● EXERCISE DESCRIPTION
Set down exactly the lines in the records below that run from the line with "middle pip: (309, 275)" to the line with "middle dip: (589, 246)", inclusive, and nothing more.

● MATERIAL PROVIDED
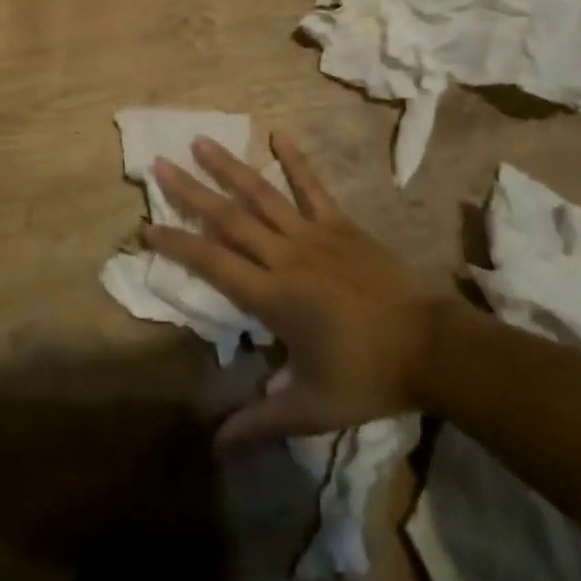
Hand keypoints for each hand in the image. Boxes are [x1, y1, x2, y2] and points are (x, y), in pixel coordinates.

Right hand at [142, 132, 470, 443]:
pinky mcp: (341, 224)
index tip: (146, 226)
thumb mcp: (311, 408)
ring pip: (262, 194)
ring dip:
* * *
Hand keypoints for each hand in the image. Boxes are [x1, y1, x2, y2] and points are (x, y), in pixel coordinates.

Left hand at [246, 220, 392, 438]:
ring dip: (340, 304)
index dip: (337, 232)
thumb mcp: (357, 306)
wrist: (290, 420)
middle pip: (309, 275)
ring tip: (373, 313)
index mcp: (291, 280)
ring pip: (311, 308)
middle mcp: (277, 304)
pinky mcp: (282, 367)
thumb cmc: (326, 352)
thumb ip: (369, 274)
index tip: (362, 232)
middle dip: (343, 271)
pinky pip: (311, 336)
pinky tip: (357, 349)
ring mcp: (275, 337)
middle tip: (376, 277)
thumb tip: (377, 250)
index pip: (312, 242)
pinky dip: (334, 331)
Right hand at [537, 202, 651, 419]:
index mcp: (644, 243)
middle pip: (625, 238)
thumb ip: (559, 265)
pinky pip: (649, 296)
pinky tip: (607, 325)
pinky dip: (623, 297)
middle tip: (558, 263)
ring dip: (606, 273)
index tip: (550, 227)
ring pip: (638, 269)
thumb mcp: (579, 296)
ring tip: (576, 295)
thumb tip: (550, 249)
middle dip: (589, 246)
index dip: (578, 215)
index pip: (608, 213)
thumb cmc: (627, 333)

● RESULT OF THE EXERCISE
middle pip: (309, 275)
ring tip: (373, 313)
index mcp: (291, 280)
ring pip: (311, 308)
middle mcp: (277, 304)
pinky mcp: (282, 367)
thumb cmc: (326, 352)
thumb ip: (369, 274)
index tip: (362, 232)
middle dip: (343, 271)
pinky pip: (311, 336)
pinky tip: (357, 349)
ring mcp: (275, 337)
middle tip: (376, 277)
thumb tip: (377, 250)
index pip: (312, 242)
pinky dip: (334, 331)
Right hand at [537, 202, 651, 419]:
index mcp: (644, 243)
middle pip: (625, 238)
thumb ip: (559, 265)
pinky pip: (649, 296)
pinky tip: (607, 325)
pinky dip: (623, 297)
middle tip: (558, 263)
ring dip: (606, 273)
index tip: (550, 227)
ring pip: (638, 269)
thumb mcp: (579, 296)
ring tip: (576, 295)
thumb tip: (550, 249)
middle dip: (589, 246)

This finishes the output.